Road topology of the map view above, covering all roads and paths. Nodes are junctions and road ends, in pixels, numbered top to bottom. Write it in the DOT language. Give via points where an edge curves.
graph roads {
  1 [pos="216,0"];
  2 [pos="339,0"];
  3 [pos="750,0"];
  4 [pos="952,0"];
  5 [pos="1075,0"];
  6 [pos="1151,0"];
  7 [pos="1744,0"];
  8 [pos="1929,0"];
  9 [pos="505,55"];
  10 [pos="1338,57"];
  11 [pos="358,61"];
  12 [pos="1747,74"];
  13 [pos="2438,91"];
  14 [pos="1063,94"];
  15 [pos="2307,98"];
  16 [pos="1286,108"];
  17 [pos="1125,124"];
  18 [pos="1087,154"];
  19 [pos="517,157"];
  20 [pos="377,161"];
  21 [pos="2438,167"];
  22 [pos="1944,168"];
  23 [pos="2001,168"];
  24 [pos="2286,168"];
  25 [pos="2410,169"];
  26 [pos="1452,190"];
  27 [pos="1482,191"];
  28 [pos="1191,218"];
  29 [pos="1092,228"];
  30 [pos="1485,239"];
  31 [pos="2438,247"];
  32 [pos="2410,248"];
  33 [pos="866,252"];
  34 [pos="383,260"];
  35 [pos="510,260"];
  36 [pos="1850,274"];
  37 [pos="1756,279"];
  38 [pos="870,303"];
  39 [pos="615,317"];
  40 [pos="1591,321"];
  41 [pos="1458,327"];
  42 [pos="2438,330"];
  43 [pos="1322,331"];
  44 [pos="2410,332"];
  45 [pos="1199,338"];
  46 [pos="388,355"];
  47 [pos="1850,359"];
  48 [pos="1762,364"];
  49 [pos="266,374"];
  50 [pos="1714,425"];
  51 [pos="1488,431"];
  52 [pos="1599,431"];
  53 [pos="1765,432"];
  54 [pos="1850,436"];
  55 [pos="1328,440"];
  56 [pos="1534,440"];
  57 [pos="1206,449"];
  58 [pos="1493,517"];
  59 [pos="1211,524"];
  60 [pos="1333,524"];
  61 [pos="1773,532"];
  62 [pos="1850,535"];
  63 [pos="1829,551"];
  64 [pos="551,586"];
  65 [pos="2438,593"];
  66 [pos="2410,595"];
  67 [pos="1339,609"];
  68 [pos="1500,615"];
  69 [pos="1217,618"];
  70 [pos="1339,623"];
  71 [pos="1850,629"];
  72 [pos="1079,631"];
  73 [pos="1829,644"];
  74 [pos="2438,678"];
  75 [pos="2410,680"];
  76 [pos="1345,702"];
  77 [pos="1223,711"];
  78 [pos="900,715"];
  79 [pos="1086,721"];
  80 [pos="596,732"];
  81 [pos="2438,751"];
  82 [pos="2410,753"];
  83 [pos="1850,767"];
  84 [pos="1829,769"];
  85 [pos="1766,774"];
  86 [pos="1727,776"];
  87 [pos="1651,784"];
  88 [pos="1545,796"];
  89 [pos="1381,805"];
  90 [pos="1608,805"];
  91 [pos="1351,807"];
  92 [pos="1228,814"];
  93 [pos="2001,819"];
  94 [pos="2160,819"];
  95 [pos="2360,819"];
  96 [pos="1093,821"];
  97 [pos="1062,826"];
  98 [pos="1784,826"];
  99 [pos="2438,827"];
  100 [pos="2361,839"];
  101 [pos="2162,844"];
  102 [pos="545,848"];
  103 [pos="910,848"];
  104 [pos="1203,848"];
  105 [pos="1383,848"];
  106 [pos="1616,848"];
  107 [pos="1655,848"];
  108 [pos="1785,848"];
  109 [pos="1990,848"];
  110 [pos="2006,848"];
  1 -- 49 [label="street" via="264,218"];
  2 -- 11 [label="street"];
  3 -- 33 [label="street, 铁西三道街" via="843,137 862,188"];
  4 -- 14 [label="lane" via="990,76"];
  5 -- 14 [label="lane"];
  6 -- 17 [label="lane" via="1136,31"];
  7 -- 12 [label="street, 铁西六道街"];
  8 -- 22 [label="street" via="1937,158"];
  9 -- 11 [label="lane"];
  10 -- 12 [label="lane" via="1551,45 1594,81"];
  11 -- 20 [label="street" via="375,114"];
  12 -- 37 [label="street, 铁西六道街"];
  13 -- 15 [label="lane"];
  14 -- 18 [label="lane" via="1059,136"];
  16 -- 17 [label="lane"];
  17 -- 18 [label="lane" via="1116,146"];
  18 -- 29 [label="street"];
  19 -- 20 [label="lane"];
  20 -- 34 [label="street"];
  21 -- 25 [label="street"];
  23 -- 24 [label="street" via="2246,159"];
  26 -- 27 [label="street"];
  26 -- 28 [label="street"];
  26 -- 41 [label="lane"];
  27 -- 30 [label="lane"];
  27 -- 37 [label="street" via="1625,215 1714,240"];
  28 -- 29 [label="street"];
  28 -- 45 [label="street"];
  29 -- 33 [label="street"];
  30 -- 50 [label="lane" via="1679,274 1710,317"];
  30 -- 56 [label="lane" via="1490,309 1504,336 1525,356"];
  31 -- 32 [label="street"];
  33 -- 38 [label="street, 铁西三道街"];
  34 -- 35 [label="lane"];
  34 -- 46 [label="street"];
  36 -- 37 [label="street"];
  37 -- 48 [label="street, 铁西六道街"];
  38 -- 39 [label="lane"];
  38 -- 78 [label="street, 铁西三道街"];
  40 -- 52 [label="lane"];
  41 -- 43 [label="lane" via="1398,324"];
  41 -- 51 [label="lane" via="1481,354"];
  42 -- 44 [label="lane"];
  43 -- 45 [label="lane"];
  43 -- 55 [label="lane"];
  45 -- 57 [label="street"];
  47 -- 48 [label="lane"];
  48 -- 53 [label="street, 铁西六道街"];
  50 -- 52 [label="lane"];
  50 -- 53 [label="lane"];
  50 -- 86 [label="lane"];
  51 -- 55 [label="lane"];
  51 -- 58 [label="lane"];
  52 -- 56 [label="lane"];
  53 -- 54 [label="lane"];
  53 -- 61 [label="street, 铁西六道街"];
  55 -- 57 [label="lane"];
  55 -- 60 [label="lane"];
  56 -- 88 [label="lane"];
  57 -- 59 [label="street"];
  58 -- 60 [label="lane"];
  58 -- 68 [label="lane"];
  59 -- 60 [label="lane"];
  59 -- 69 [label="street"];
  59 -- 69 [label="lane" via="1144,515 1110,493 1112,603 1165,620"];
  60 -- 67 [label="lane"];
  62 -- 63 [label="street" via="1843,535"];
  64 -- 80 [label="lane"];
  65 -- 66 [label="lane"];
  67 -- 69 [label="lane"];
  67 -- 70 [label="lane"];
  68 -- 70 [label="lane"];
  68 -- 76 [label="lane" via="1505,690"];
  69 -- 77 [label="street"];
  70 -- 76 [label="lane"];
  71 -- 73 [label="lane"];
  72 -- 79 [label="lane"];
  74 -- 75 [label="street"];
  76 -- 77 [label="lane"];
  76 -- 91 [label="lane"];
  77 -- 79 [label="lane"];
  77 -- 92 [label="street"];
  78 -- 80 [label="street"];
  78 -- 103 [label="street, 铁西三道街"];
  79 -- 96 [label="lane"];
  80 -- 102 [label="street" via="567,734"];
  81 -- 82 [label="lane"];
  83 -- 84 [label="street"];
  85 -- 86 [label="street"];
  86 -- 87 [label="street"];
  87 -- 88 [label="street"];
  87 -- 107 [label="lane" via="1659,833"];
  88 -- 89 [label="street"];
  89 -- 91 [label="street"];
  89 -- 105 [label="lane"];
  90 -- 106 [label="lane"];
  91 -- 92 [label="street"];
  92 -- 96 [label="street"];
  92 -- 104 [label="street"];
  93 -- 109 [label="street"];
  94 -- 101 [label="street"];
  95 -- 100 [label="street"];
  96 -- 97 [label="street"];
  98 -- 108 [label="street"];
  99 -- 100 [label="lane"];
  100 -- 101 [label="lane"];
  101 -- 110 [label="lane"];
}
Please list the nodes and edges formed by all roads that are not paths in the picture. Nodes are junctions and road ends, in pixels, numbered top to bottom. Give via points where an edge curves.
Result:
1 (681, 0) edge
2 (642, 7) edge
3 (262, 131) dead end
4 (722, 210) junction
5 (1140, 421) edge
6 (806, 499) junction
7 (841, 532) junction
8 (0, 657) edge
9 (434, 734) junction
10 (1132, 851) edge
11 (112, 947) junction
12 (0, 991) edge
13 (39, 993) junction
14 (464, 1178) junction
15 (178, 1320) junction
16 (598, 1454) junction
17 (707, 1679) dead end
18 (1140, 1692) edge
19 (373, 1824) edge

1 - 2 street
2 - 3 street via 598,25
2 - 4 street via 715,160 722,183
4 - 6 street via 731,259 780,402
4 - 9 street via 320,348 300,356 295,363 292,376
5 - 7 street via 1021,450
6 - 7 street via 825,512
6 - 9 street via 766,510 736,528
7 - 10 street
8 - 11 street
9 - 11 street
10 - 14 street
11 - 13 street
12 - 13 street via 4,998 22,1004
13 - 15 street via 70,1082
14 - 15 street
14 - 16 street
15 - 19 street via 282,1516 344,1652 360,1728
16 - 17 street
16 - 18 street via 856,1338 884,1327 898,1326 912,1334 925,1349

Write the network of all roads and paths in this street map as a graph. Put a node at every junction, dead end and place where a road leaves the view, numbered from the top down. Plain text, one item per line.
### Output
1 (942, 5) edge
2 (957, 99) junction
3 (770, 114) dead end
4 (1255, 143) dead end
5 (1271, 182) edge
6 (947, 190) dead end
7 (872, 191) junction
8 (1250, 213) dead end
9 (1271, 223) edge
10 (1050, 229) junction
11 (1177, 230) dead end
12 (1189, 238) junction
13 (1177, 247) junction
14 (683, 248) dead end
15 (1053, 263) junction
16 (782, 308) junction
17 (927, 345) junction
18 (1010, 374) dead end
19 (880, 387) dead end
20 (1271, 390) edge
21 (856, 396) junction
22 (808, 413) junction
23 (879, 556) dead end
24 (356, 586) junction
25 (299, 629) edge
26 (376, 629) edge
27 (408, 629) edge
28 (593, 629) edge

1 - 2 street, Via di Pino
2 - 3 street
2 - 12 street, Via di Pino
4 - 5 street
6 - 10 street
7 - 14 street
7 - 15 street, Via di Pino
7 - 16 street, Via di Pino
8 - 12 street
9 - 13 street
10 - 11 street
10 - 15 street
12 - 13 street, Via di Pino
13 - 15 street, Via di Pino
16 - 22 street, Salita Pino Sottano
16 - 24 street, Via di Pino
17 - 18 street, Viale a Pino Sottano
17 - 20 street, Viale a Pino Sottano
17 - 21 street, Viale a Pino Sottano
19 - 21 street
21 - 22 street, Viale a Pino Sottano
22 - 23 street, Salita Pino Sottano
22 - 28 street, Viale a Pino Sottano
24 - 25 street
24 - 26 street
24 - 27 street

● ● ●

▶ **What you should do**
Each line that mentions the string "dead" must be copied from the listing.

▶ **Solution to the problem**
3 (262, 131) dead end
17 (707, 1679) dead end
Write the network of all roads and paths in this street map as a graph. Put a node at every junction, dead end and place where a road leaves the view, numbered from the top down. Plain text, one item per line.
3 (770, 114) dead end
4 (1255, 143) dead end
6 (947, 190) dead end
8 (1250, 213) dead end
11 (1177, 230) dead end
14 (683, 248) dead end
18 (1010, 374) dead end
19 (880, 387) dead end
23 (879, 556) dead end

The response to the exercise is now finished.